In my dissent in Proctor, I suggested that the burden of showing reliance on Heiner should be on the taxpayer. But now (reverting to an earlier suggestion) I think it would be more fair, if Heiner has been overruled, to remand with directions that the burden of proof on the issue of reliance should rest on the government. 
      
       See Engel v. Guaranty Trust Co., 280 N.Y. 43, 47, 48, 19 N.E.2d 673.
     
      
       See Note, 40 Ill.L.Rev.1945, 285, 289.
     
      
       I except cases like United States v. Rubenstein, 2 Cir., 151 F.2d 915.
     
      
       As to prospective overruling of an unsound decision, see Wigmoro, Problems of Law, 79, 80; Great Northern R. Co. v. Sunburst Oil & Refining Co., 287 U.S. 358, 365, 53 S.Ct. 145, 77 L.Ed. 360, 85 A.L.R. 254; People v. Maughs, 149 Cal. 253, 86 P. 187; People v. Ryan, 152 Cal. 364, 92 P. 853; In re Marine Harbor Properties, 2 Cir., 125 F.2d 296, 300, note 2; cf. Warring v. Colpoys, 74 App.D.C. 303, 122 F.2d 642, 645, 136 A.L.R. 1025; Moore and Ogleby, The Supreme Court, Stare Decisis and Daw of the Case, 21 Tex.Law Rev., 1943, 514.
     
      
       Cf. Oliver Co. v. Louisville Realty Co., 156 Ky. 628, 161 S.W. 570, 51 L. R.A.,N.S., 293, 300-302, Ann.Cas.l915C, 565; Neff v. George, 361 Ill. 306, 4 N. E.2d 388, 391; 21 C.J.S., Courts, § 193, p. 326.
     
      
       Gray, The Nature and Sources of Law (1921) § 225. See also Aero Spark Plug Co. v. B. G. Corporation, 2 Cir., 130 F.2d 290, 297, 298.

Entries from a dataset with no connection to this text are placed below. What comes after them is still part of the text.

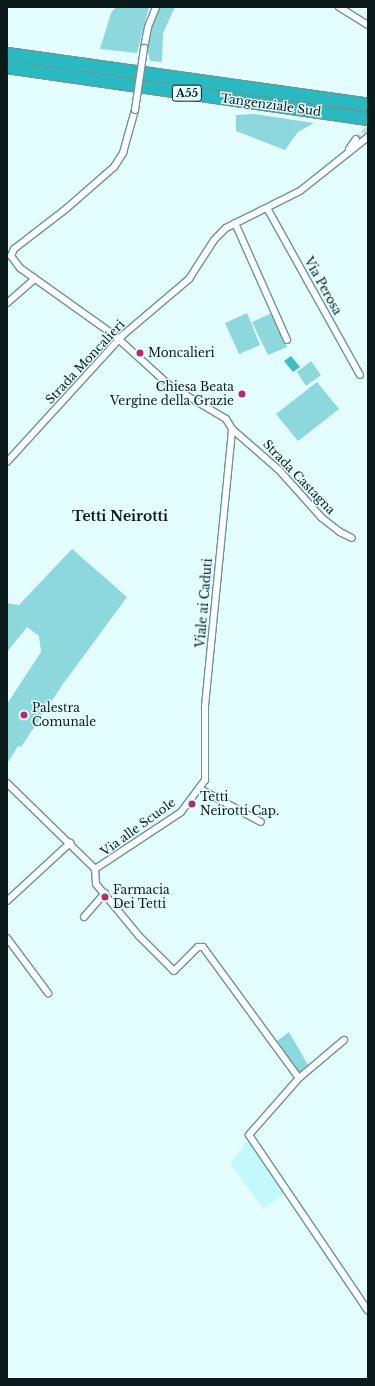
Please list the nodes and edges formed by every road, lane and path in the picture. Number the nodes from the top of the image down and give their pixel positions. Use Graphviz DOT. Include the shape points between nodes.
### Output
graph roads {
  1 [pos="156,7"];
  2 [pos="339,7"];
  3 [pos="368,25"];
  4 [pos="7,54"];
  5 [pos="7,67"];
  6 [pos="368,105"];
  7 [pos="368,120"];
  8 [pos="368,137"];
  9 [pos="356,139"];
  10 [pos="343,157"];
  11 [pos="267,208"];
  12 [pos="234,223"];
  13 [pos="9,256"];
  14 [pos="36,279"];
  15 [pos="7,303"];
  16 [pos="120,340"];
  17 [pos="287,340"];
  18 [pos="360,375"];
  19 [pos="232,429"];
  20 [pos="7,462"];
  21 [pos="352,538"];
  22 [pos="205,780"];
  23 [pos="7,783"];
  24 [pos="200,789"];
  25 [pos="261,822"];
  26 [pos="70,842"];
  27 [pos="95,869"];
  28 [pos="105,893"];
  29 [pos="7,901"];
  30 [pos="84,917"];
  31 [pos="7,938"];
  32 [pos="48,993"];
  33 [pos="344,1040"];
  34 [pos="299,1078"];
  35 [pos="368,1311"];
  1 -- 13 [label="street, bridge" via="148,27 135,110 123,153 114,166 67,208 14,249"];
  2 -- 3 [label="street"];
  4 -- 6 [label="highway, Tangenziale Sud / A55"];
  5 -- 7 [label="highway, Tangenziale Sud / A55"];
  8 -- 10 [label="street, Strada Moncalieri"];
  9 -- 10 [label="street"];
  10 -- 11 [label="street, Strada Moncalieri" via="300,191"];
  11 -- 12 [label="street, Strada Moncalieri"];
  11 -- 18 [label="street, Via Perosa"];
  12 -- 16 [label="street, Strada Moncalieri" via="214,240 189,279"];
  12 -- 17 [label="street"];
  13 -- 14 [label="street, Strada Castagna" via="20,268"];
  14 -- 15 [label="street"];
  14 -- 16 [label="street, Strada Castagna"];
  16 -- 19 [label="street, Strada Castagna" via="169,385 218,413 226,419"];
  16 -- 20 [label="street, Strada Moncalieri"];
  19 -- 21 [label="street, Strada Castagna" via="279,470 322,518"];
  19 -- 22 [label="street, Viale ai Caduti" via="205,706"];
  22 -- 24 [label="street, Via alle Scuole"];
  23 -- 26 [label="street"];
  24 -- 25 [label="street"];
  24 -- 27 [label="street, Via alle Scuole" via="181,812"];
  26 -- 27 [label="street"];
  26 -- 29 [label="street"];
  27 -- 28 [label="street" via="96,884"];
  28 -- 30 [label="street"];
  28 -- 34 [label="street" via="140,936 174,971 198,946 203,947"];
  31 -- 32 [label="street"];
  33 -- 34 [label="street"];
  34 -- 35 [label="street" via="249,1135"];
}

      As to the ethical aspects of stare de-cisis — the social value of not defeating the “expectation” of persons who have relied upon precedents — see Cohen, Transcendental Nonsense and The Functional Approach, 35 Col.L.Rcv. (1935) 809, 840, 841; cf. Kessler, Theoretic Bases of Law, 9 Un. of Chicago L.Rev. (1941) 98, 106, 107.
     
      
      
         Aero Spark Plug v. B. G. Corporation, 2 Cir., 130 F.2d 290, at page 298.